Se la negazione è «innegabile»,
occorre però — così suggerisce giustamente Esposito — uscire
dall’impasse novecentesca che pesa ancora sulla politica, incapace di
concepirsi se non a partire da un nemico esterno assoluto. È la politica
del contro che non sa proporre. Serbare la negazione si può e si deve,
evitando ogni esito estremo, ma anche ogni deriva nichilistica. Più che
seguire la pista aperta da Platone, che nel non-essere vede l’essere
altro (pista fin troppo frequentata nella filosofia contemporanea),
Esposito guarda ai classici del pensiero politico, in particolare a
Hobbes, che nello Stato moderno individua quell’atto creativo in grado
di annullare il negativo, cioè lo stato di natura, che lo precede. Ma un
ruolo di primo piano spetta, nell’ultima parte del libro, da un canto a
Deleuze, pensatore della differenza, dall’altro a Foucault che ha
saputo scorgere i meccanismi diffusi del micropotere.
Come
contrastare il negativo senza negarlo? Assumere la negazione in piccole
dosi immunitarie, far sì che sia opposizione tra positivi,
determinazione: ecco l’indicazione che Esposito offre nelle ultime
pagine a un pensiero che affermi e non neghi.

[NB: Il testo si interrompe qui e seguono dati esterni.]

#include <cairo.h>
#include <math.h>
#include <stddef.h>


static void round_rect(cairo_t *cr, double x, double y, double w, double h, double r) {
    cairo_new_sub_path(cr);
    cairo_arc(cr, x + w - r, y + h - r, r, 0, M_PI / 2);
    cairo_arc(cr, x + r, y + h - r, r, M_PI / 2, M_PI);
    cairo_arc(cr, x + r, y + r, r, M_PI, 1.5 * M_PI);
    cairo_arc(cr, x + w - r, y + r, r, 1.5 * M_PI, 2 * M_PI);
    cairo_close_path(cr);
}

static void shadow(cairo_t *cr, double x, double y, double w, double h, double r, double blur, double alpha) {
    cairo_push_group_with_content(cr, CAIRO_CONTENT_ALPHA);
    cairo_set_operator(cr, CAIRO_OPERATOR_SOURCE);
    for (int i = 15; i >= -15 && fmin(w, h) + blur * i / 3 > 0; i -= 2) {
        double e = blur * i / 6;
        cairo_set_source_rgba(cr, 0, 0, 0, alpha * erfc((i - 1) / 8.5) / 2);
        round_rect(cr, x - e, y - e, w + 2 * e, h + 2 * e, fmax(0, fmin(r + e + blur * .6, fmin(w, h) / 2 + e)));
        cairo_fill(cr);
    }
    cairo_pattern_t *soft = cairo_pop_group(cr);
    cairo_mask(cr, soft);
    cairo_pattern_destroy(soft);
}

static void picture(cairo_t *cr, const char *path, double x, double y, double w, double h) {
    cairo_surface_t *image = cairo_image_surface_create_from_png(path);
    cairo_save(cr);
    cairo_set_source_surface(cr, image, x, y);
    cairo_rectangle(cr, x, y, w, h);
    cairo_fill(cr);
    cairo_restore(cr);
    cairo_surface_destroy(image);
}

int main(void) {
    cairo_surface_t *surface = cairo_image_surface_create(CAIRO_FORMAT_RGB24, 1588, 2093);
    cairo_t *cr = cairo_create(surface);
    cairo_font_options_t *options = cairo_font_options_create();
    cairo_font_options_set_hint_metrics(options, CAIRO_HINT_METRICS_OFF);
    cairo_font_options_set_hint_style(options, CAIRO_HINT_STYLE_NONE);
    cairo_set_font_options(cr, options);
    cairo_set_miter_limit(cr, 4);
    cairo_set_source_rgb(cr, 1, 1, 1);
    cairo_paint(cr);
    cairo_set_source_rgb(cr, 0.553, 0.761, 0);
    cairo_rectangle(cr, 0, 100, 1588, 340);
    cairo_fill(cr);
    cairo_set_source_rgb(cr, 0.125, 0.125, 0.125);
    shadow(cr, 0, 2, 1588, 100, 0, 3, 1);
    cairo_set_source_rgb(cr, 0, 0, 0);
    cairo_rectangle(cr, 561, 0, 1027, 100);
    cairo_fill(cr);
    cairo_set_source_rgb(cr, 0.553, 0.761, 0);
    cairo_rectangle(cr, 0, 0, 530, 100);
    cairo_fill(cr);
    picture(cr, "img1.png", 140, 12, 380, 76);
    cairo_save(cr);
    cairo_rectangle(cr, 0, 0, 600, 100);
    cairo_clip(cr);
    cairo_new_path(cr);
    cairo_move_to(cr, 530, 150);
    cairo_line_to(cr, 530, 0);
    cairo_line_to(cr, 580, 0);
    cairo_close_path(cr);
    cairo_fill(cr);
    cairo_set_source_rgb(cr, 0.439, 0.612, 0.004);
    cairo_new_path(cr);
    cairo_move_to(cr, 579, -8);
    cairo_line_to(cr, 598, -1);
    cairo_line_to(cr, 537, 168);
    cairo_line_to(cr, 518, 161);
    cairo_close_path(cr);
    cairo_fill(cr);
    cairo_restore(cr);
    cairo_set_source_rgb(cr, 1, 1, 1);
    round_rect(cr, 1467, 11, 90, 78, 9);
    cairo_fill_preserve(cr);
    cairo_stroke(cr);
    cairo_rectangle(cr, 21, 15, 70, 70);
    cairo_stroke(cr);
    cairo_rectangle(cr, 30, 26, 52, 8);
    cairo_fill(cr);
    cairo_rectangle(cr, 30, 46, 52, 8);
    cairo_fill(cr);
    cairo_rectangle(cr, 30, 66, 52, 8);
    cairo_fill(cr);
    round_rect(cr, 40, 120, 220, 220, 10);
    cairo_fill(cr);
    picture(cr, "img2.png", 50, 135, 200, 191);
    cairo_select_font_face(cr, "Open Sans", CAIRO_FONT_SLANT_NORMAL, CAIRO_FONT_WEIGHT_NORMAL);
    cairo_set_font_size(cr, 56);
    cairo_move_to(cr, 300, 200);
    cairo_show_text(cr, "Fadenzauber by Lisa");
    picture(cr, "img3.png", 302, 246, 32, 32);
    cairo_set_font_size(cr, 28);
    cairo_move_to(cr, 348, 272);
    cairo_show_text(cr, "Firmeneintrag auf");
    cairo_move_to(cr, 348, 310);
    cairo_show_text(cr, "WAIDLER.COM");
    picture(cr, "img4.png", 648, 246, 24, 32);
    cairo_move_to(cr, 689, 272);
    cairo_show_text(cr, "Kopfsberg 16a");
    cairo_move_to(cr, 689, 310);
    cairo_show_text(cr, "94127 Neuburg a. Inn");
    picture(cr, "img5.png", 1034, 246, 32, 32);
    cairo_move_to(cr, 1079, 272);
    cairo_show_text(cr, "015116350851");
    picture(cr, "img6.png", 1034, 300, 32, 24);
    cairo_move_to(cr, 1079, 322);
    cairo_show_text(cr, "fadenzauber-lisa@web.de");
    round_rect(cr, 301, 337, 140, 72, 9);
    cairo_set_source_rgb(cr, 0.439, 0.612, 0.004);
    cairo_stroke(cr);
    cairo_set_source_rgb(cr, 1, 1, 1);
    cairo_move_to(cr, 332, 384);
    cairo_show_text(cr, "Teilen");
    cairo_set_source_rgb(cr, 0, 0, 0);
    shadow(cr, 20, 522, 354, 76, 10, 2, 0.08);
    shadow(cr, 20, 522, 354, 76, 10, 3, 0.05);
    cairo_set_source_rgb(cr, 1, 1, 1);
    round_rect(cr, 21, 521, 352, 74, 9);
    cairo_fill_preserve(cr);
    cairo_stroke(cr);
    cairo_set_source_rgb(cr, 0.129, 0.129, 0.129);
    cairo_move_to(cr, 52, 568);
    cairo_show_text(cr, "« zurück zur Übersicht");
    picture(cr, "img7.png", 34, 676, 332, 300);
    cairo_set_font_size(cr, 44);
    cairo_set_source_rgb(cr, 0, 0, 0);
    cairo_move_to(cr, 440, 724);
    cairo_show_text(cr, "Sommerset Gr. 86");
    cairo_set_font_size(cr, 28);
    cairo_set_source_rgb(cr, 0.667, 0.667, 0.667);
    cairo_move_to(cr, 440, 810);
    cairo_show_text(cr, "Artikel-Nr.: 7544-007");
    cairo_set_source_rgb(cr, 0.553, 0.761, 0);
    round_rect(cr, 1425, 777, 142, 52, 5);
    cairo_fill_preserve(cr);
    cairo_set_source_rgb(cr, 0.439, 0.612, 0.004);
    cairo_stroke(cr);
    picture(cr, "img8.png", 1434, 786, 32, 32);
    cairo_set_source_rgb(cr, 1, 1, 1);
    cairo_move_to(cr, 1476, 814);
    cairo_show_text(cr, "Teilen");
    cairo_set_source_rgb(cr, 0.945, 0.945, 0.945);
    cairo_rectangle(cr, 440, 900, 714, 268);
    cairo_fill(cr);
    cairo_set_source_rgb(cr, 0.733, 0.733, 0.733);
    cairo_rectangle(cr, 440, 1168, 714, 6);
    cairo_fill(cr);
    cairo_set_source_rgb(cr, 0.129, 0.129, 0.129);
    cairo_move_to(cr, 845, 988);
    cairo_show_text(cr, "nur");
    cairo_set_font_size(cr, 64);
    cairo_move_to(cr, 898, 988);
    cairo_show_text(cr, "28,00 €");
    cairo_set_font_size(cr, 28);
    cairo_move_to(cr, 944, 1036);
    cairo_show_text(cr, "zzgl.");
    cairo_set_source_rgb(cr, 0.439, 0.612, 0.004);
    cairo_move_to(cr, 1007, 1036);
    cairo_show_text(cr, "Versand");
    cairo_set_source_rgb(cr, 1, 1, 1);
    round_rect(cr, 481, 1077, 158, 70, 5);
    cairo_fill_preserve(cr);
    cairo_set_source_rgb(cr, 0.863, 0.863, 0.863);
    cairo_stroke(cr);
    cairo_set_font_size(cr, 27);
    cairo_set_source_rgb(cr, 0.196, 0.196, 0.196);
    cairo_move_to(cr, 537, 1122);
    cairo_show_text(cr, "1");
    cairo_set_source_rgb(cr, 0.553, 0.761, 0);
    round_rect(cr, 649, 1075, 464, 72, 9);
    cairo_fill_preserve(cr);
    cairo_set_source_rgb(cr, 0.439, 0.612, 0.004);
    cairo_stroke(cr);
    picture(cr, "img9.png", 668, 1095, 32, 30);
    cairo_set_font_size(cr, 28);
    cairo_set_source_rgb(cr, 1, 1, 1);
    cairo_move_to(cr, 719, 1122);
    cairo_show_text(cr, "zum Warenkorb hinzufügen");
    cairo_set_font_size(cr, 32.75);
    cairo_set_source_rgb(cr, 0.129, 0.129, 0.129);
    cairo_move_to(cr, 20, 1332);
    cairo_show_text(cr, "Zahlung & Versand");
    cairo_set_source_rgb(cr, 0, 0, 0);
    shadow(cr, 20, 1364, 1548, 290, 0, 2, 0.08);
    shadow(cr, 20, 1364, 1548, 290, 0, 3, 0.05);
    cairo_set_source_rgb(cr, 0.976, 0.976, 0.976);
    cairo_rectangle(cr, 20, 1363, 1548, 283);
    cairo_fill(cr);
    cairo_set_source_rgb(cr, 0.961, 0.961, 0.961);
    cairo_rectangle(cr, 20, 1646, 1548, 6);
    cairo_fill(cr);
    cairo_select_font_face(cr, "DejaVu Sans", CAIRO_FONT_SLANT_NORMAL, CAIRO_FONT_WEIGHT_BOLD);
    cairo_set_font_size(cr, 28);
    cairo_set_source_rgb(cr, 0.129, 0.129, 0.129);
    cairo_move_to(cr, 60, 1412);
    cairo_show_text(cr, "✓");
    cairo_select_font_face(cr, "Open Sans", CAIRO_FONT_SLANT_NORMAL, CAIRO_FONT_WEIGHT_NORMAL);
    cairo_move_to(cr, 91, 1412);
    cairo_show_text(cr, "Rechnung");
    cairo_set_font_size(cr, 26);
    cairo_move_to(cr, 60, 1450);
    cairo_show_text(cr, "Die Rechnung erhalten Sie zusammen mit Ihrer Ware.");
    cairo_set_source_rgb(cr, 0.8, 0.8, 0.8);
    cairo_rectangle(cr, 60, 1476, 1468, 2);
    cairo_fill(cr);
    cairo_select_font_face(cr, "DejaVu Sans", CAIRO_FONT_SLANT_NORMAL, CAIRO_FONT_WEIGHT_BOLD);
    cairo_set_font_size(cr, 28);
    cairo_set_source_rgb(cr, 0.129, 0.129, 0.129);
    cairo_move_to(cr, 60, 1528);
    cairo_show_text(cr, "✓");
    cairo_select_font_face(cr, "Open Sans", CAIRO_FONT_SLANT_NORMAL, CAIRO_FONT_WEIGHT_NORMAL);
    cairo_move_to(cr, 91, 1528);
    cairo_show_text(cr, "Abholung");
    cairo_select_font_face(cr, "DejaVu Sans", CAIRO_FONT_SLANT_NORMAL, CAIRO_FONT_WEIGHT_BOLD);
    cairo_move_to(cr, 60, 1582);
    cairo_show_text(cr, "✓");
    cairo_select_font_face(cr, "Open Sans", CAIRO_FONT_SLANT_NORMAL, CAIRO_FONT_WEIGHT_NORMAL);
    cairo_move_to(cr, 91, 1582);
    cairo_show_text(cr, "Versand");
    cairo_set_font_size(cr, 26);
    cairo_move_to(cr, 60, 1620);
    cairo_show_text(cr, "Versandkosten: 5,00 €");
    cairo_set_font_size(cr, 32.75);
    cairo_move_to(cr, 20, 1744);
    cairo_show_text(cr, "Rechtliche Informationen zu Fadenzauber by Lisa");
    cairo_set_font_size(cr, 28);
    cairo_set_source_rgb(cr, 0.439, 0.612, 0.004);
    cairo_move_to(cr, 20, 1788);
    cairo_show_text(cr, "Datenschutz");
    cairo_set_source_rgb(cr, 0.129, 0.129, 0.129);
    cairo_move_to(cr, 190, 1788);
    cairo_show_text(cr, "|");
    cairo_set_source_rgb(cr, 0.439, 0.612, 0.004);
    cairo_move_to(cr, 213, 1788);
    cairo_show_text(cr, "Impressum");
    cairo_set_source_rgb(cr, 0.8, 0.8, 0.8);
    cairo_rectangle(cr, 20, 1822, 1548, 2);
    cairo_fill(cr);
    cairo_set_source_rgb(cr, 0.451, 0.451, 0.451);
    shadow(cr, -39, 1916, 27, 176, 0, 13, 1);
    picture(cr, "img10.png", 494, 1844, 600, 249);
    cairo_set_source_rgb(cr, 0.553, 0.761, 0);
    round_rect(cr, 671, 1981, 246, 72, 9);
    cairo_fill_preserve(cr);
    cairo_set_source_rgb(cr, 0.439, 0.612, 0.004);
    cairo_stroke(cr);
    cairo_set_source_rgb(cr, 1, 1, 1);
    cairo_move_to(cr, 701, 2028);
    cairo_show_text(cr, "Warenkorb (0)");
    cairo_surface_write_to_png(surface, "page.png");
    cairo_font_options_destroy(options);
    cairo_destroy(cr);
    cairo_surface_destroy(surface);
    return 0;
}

L’autore di Communitas.
Origine e destino della comunità (Einaudi, 2006), che ha segnato
certamente un prima e un poi nella filosofia politica contemporanea,
sembra essere, nel complicato scenario attuale, preoccupato non tanto di
smussare il conflitto, quanto di trasporre il negativo in un «registro
positivo», di trovare una via d’uscita a una negazione altrimenti
sterile, che rischia, com’è facile constatare nel paesaggio politico di
questi giorni, di essere alla fin fine condannata o a una
autodistruzione oppure a una vuota sterilità.